### Exercise requirements
Determine how many lines of the entries that follow contain "image", and respond with that number alone.

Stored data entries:
--------------------
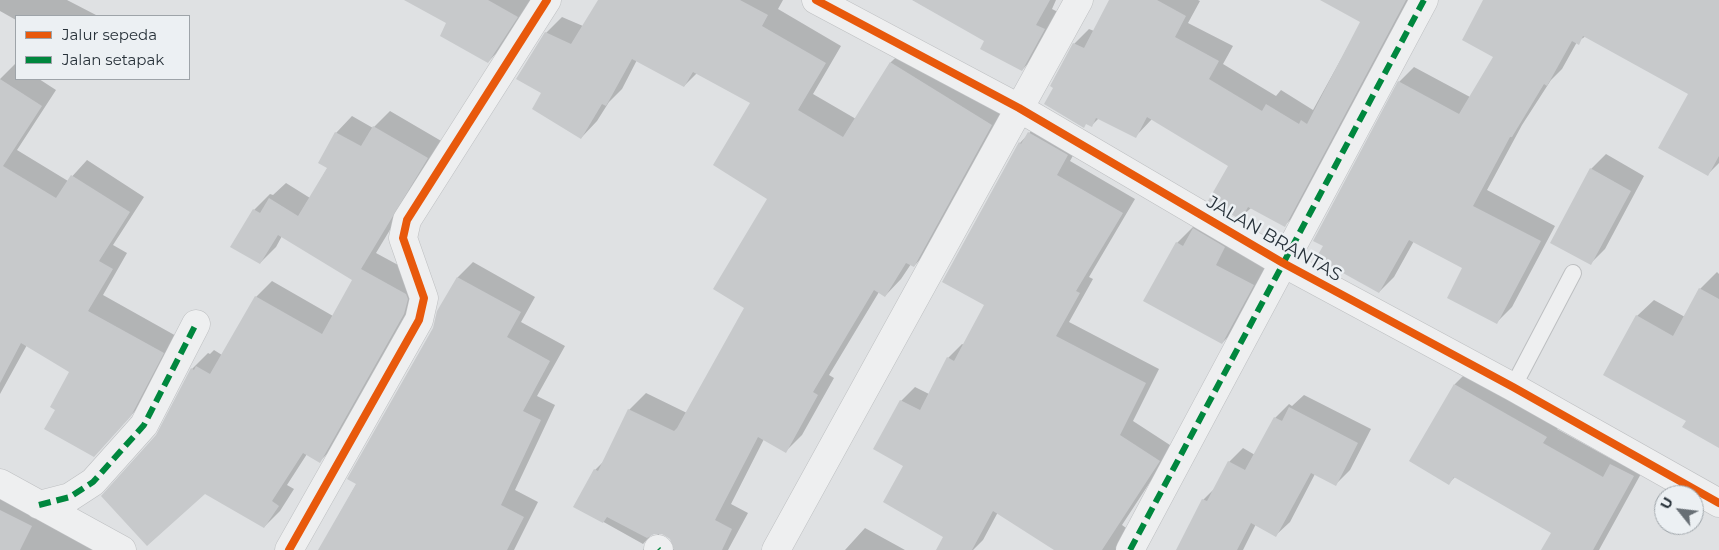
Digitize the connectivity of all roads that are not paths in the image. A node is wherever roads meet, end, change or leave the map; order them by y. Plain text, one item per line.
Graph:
1 (547, 0) edge
2 (817, 0) edge
3 (1079, 0) edge
4 (1424, 0) edge
5 (1019, 108) junction
6 (1283, 263) junction
7 (1573, 273) dead end
8 (196, 324) dead end
9 (1513, 387) junction
10 (0, 483) edge
11 (1719, 502) edge
12 (39, 505) junction
13 (122, 550) edge
14 (289, 550) edge
15 (776, 550) edge
16 (1130, 550) edge

1 - 14 street
2 - 5 street, JALAN BRANTAS
3 - 5 street
4 - 6 street
5 - 6 street, JALAN BRANTAS
5 - 15 street
6 - 9 street, JALAN BRANTAS
6 - 16 street
7 - 9 lane
8 - 12 street
9 - 11 street, JALAN BRANTAS
10 - 12 street
12 - 13 street

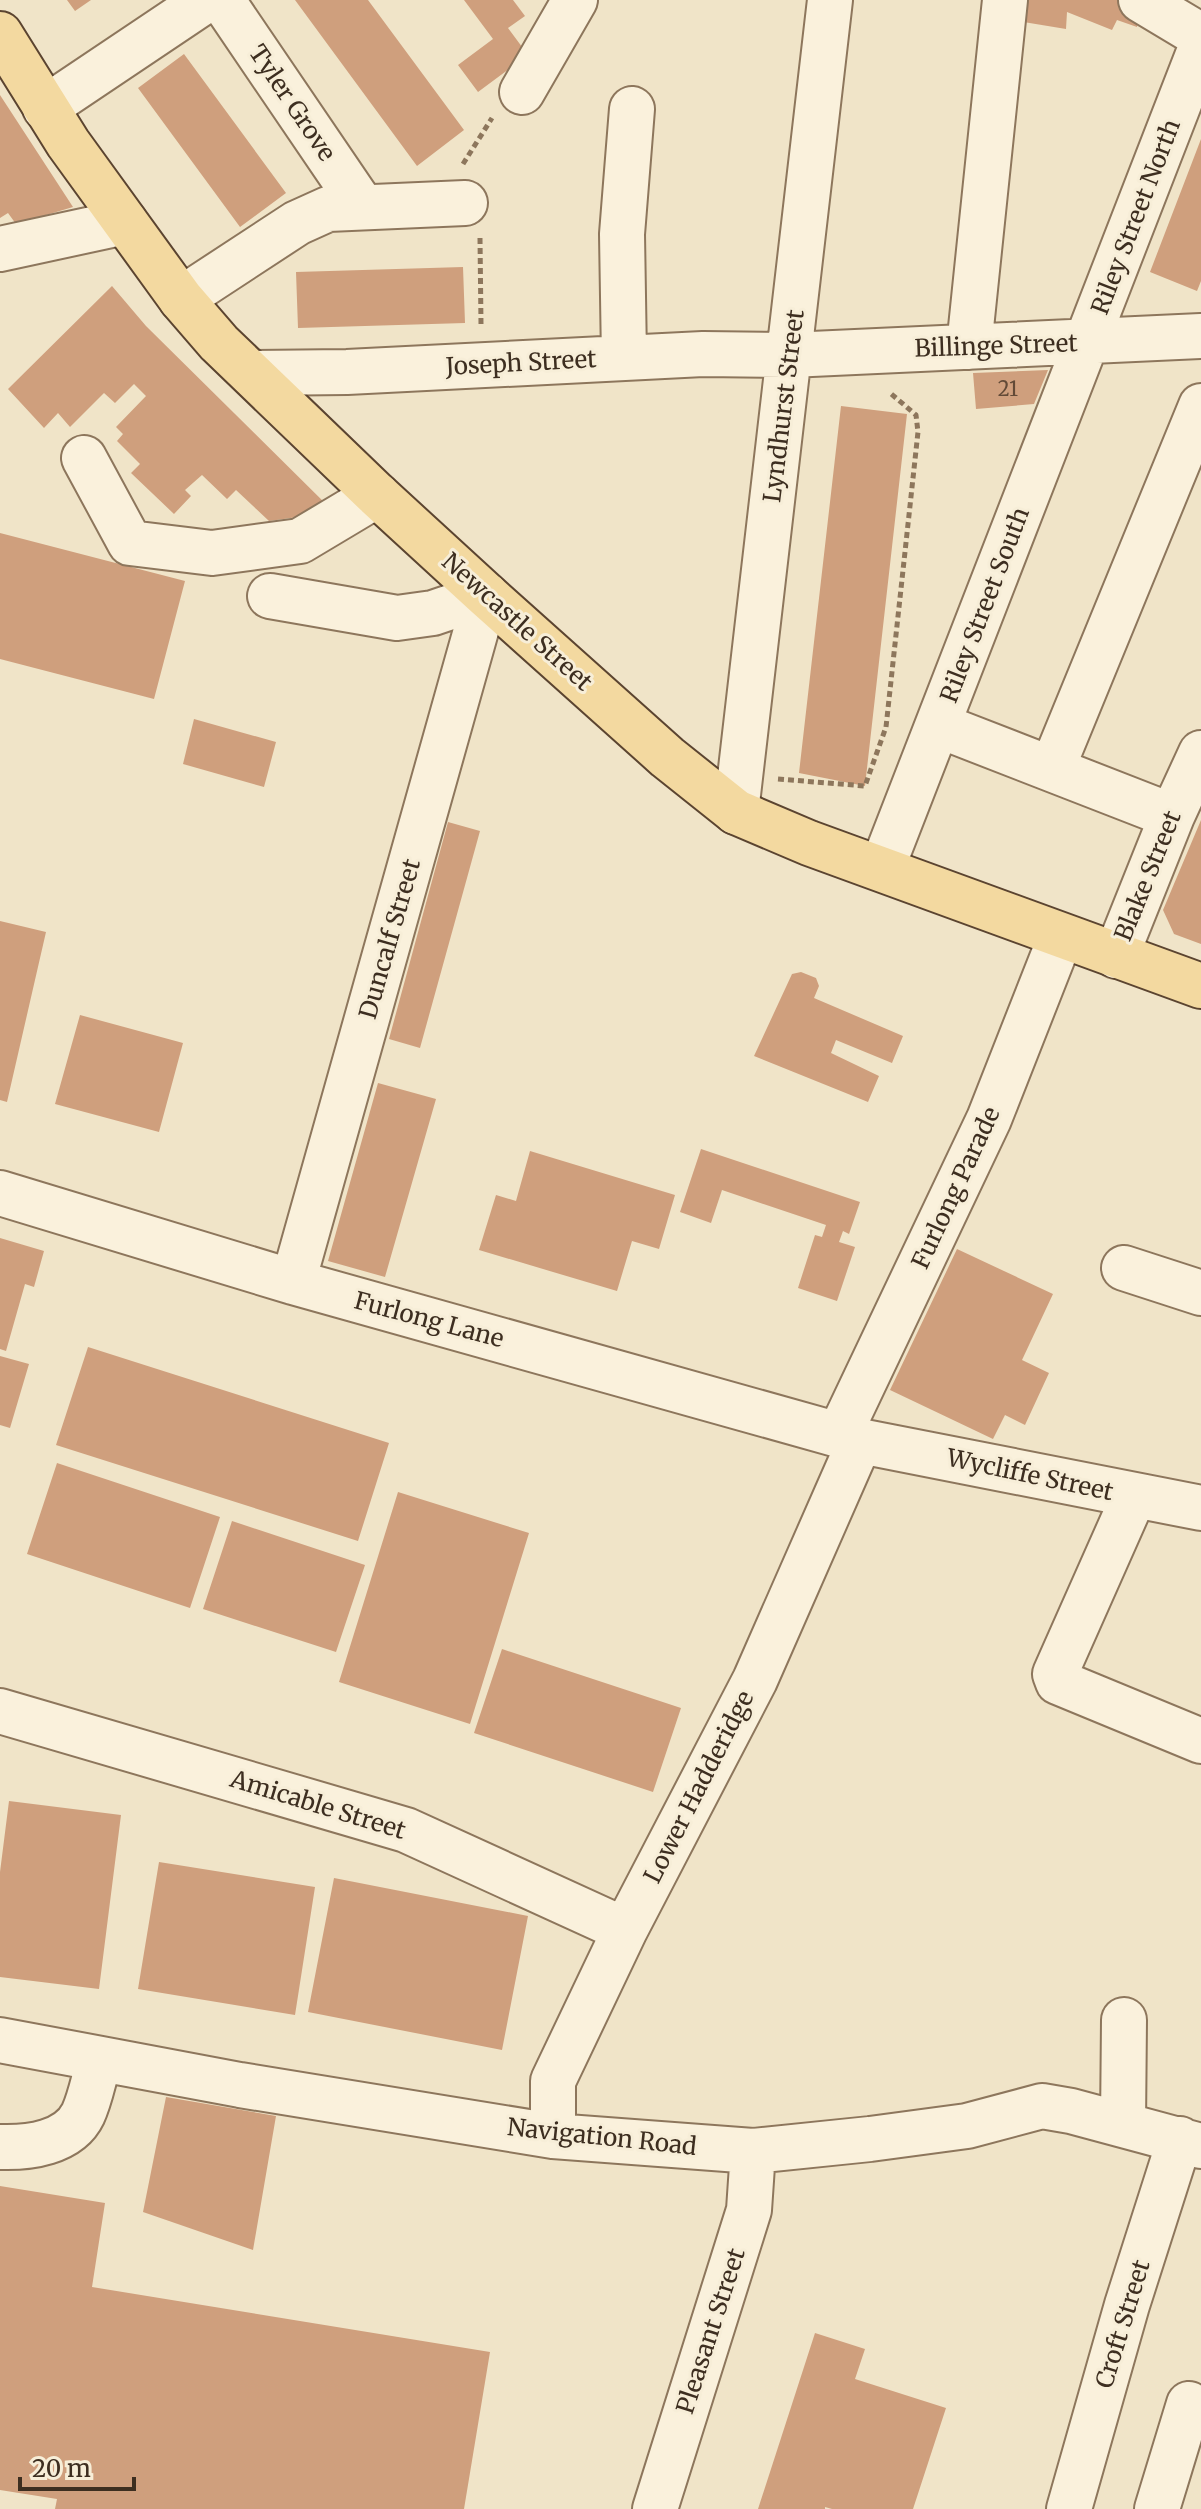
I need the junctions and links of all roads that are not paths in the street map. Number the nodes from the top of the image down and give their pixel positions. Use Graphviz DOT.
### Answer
--------------------
### Response
2